Finalizando uma existência que mesmo com tantos obstáculos, nota-se que musicalmente falando foi completa. Quase perfeita e, que ao som de faixas como o cover de Otis Redding em ”Champagne & Wine”, as ponderações da faixa título ou sua bela versão para a radiofônica ”Welcome To The Jungle”, fica claro que apesar de um triste fim, valeu a pena percorrer este turtuoso caminho.

É realmente revigorante ver que mesmo aos 71 anos a cantora aguentou o tranco.  Temas complexos, como ”Misty Blue”, são dismistificados de uma forma quase mundana.  ”Boondocks” é mais uma track que mostra a essência de Etta, a naturalidade de sua música é notável. A requintada ”Cigarettes & Coffee” e a classuda ”In The Evening” mostram isso, sua voz baila com os verbos sem fazer força alguma para conduzir as melodias!

Mesmo que o disco chegue ao seu final com uma pegada mais veloz em ”Too Tired”, ou até mesmo mais cadenciada como em ”That’s The Chance You Take”, o importante aqui é sentir aquela energia de renovação, apesar de estarmos falando sobre seu trabalho derradeiro.

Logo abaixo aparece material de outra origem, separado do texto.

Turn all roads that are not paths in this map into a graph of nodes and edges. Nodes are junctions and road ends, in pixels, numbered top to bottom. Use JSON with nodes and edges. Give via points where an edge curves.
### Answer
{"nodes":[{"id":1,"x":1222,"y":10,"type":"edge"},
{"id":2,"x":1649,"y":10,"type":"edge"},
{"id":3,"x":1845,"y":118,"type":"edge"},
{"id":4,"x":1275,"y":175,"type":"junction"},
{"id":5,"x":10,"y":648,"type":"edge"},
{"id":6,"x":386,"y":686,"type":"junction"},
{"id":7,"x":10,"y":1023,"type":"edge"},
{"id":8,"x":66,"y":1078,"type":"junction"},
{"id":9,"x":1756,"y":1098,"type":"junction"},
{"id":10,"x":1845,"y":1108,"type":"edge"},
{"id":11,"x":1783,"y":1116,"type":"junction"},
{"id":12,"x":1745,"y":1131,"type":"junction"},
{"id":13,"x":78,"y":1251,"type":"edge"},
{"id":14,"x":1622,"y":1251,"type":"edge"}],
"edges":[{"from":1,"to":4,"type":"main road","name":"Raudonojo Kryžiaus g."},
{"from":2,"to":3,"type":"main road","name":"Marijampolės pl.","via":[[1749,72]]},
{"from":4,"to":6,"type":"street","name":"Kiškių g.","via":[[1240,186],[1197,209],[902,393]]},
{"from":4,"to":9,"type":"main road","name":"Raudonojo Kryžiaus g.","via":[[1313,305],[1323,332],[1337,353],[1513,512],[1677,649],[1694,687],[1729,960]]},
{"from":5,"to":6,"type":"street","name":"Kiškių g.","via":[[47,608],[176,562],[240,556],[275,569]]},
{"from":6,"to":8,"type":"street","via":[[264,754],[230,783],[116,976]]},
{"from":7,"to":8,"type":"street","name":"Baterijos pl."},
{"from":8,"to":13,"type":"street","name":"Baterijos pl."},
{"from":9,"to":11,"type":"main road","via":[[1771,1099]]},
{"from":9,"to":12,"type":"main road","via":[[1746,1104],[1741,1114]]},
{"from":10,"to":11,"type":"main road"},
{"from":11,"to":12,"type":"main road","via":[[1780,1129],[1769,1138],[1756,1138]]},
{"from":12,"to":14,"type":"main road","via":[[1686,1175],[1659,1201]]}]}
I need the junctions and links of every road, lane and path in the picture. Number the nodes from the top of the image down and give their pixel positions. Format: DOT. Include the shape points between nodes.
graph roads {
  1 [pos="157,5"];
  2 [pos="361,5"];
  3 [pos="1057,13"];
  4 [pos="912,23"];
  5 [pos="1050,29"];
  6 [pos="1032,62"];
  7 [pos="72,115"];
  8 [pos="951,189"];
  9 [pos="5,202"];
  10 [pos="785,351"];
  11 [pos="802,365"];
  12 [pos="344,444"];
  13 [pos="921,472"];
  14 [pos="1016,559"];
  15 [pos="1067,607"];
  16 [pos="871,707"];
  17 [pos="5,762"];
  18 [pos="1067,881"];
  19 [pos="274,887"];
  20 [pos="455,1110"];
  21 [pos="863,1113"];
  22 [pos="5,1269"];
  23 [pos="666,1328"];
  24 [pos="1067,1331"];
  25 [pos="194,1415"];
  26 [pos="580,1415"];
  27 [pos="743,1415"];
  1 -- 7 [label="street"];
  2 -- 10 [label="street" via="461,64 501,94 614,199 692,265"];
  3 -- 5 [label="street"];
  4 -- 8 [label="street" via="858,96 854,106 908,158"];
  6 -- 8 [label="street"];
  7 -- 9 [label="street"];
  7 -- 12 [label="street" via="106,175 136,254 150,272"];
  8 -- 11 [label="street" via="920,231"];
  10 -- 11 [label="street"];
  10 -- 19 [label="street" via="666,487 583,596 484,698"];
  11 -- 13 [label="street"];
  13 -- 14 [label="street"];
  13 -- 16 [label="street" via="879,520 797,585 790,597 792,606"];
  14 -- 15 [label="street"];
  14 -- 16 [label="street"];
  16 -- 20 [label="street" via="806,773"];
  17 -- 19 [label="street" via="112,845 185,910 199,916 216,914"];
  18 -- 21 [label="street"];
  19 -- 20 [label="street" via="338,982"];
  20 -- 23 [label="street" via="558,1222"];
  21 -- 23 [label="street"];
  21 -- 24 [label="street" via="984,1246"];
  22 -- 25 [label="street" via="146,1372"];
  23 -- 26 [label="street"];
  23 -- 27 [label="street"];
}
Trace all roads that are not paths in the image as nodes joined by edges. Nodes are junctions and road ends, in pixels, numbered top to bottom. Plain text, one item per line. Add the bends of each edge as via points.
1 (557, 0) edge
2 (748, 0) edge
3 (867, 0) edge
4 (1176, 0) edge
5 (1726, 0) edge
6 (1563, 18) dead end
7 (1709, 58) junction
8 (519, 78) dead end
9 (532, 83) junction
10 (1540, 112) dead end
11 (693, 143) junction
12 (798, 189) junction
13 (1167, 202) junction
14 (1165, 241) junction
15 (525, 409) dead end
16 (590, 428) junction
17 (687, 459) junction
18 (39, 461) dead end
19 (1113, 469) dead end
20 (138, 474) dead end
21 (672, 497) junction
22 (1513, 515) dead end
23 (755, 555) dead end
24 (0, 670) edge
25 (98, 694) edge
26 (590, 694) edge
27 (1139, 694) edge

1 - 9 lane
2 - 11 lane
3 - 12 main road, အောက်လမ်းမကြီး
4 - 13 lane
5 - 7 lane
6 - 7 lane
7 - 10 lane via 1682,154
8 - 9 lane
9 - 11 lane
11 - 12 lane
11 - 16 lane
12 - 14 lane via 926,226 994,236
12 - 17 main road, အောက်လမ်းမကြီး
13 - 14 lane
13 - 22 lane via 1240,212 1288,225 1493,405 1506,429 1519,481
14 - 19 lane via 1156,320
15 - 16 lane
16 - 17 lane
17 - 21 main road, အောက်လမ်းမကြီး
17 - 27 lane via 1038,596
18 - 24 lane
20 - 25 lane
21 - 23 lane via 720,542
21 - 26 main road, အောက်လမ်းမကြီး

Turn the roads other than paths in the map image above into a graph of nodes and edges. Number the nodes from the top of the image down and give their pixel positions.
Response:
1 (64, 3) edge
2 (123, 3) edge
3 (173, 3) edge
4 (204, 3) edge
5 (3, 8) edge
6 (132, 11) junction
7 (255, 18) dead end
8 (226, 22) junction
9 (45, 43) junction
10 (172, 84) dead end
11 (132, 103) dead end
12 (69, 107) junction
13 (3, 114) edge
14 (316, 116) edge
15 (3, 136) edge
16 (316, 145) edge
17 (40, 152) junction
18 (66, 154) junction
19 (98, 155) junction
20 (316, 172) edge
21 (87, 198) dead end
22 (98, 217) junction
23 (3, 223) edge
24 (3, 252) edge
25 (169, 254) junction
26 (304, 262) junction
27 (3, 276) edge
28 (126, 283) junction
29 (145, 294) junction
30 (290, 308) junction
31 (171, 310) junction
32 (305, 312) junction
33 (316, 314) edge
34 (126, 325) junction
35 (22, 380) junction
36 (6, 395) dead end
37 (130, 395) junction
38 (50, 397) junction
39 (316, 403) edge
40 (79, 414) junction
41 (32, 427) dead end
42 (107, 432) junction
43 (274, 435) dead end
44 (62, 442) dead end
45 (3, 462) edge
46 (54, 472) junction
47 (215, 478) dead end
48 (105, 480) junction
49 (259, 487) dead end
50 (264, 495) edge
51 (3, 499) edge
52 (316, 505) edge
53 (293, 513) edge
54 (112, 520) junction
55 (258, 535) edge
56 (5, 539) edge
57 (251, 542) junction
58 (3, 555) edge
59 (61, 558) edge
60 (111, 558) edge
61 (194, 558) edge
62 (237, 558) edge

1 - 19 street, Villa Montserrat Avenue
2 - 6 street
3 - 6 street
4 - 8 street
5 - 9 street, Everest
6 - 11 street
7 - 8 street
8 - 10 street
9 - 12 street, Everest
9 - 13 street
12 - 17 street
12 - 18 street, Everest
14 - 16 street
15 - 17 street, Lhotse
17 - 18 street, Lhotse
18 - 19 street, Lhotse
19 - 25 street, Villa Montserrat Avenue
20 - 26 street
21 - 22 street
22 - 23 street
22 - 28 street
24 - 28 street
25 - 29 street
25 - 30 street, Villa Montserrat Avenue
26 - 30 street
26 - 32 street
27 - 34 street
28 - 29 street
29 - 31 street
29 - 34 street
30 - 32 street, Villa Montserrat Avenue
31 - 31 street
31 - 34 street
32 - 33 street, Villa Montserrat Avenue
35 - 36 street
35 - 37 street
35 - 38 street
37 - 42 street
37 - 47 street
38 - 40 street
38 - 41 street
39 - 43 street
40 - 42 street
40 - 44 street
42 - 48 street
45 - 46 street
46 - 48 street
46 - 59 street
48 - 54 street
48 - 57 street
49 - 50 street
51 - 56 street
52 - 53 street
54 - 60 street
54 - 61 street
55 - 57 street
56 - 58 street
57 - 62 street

Quando acaba o disco um sentimento estranho toma conto de todos nós. Ninguém se sente triste, muito pelo contrário, me sinto completamente satisfeito quando a coroa pronuncia seu verso final em ”Let Me Down Easy”. Não só por ser um disco ótimo, mas sim por que infelizmente tudo acaba um dia e ela conseguiu encerrar sua música da maneira perfeita, fazendo de tudo, sem deixar aquele vazio que muitos nomes do entretenimento deixaram, não por falta de talento, mas por falta de tempo.

E isso foi valorizado em tudo que carregou seu nome, acredito (inclusive) que seu timbre seja uma justificativa para tudo isso. Uma súplica que além de reunir o melhor dos mais diversos campos musicais, proclamava a solução de problemas, mas sem desejar o fim e sim novos e melhores tempos.